Tuesday Links
- Jet stream in extreme configuration causing anomalously cold temperatures in California and anomalously warm ones on the east coast. This is broadly consistent with the latest thinking that Arctic warming will cause slower loopier Rossby waves in the jet stream, leading to more extreme and longer-lasting weather patterns in the northern hemisphere.

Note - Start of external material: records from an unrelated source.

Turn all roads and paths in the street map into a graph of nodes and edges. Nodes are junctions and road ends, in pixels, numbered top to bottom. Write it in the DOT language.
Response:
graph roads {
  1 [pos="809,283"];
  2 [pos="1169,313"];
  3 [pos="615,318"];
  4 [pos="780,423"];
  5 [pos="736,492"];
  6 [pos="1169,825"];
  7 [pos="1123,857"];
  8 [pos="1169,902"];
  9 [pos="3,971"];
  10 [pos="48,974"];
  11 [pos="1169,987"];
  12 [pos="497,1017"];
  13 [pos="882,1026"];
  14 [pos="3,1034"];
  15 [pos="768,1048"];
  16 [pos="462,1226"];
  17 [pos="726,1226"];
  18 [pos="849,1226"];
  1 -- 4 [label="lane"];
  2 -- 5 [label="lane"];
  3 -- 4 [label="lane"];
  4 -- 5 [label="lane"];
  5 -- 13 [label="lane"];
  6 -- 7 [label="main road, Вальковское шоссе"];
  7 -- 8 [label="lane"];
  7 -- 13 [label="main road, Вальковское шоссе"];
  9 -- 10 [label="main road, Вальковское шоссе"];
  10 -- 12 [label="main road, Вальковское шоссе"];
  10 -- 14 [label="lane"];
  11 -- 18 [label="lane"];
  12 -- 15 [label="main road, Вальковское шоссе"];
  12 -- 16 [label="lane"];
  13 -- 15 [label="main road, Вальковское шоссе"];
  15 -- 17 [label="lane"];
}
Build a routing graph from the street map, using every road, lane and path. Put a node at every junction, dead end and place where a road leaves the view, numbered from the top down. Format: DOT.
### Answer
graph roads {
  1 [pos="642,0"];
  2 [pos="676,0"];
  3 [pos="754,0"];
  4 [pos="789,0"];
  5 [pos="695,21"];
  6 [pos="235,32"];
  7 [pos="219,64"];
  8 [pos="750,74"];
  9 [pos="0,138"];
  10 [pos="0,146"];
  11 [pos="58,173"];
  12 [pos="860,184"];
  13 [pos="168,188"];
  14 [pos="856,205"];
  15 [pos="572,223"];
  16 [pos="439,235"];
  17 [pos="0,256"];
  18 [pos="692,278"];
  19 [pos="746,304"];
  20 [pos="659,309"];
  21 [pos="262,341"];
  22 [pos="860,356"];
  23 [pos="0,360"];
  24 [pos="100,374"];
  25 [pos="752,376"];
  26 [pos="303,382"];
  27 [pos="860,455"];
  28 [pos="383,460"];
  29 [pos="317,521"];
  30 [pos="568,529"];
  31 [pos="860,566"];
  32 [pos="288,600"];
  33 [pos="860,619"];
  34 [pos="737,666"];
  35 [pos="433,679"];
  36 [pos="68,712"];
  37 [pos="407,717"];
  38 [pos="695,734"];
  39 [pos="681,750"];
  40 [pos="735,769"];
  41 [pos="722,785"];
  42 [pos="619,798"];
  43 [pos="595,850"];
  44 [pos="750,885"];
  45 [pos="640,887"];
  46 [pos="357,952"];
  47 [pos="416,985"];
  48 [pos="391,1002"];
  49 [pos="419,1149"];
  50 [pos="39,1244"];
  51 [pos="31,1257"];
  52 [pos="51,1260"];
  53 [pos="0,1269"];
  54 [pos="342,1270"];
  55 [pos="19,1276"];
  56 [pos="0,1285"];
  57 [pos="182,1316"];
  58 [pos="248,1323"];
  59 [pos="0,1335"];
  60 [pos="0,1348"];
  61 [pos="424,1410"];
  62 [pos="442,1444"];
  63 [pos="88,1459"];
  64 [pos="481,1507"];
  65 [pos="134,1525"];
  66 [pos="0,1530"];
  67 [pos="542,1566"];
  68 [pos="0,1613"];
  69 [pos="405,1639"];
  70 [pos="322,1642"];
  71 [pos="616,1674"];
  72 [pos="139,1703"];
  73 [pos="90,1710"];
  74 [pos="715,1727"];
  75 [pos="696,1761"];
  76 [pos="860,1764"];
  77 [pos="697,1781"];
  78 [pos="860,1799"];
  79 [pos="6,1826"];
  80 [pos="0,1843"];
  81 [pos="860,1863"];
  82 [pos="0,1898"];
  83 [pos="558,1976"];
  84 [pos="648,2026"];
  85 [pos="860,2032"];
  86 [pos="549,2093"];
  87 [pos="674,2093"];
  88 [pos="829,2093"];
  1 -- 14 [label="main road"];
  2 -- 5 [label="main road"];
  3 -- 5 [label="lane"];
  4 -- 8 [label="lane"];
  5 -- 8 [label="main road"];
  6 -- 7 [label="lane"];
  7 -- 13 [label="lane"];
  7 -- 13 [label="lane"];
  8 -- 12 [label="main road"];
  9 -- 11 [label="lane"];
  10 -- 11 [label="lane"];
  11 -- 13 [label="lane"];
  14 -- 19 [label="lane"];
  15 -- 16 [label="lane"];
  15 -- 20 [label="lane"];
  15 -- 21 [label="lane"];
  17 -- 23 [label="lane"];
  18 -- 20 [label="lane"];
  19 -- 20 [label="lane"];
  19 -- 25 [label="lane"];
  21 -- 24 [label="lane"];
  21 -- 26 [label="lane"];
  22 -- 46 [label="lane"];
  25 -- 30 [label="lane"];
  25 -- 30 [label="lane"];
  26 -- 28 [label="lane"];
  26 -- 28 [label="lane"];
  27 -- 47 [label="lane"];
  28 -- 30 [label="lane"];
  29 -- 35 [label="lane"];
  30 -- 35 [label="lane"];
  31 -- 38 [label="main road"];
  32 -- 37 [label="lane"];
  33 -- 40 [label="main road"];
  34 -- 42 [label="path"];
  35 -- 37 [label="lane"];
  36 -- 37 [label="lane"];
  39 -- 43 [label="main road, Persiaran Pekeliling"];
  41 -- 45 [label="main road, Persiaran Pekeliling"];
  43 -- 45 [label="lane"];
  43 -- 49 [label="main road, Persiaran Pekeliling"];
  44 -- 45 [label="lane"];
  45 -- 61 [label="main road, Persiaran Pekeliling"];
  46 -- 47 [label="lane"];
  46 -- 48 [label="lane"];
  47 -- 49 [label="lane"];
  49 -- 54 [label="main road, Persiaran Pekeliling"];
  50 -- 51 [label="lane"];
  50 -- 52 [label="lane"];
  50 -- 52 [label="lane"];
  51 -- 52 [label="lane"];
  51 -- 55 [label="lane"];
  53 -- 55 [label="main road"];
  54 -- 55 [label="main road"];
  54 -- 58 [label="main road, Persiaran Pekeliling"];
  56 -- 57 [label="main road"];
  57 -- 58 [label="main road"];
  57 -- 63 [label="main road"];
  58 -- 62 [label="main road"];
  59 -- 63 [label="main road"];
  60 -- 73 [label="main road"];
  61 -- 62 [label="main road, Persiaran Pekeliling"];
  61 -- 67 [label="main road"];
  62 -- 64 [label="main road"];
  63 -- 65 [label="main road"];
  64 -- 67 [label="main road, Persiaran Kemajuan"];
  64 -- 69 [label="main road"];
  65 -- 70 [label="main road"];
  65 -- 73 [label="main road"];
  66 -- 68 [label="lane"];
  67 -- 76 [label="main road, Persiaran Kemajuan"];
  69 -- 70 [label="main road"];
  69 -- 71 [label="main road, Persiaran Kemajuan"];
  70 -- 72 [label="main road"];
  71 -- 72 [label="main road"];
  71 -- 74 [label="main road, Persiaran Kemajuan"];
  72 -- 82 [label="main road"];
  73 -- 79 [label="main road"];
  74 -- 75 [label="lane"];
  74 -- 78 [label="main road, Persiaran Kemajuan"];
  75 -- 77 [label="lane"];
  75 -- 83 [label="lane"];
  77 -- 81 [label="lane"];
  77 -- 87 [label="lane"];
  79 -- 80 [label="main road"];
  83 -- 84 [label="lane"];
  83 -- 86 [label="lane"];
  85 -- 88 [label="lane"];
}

- This is interesting: Ran Prieur, dropout/doomer extraordinaire, is sounding more like me in his views. I still think there are non-trivial tail risks of this-century societal collapse running around. One is that climate change turns out to be a runaway process and basically burns all/most of the biosphere in a massive drought. Another is that the process of keeping ever larger numbers of technologically unemployed people from revolting turns out to be too hard. A third is a massive cyberwar. I agree peak-oil has become very implausible as a sole collapse trigger (indeed, once it became clear a number of years back that the decline rate would be slow, that should have been obvious). Peak (or rather plateau) oil is a stressor though.
- US coal production down almost 7% in 2012. Excellent.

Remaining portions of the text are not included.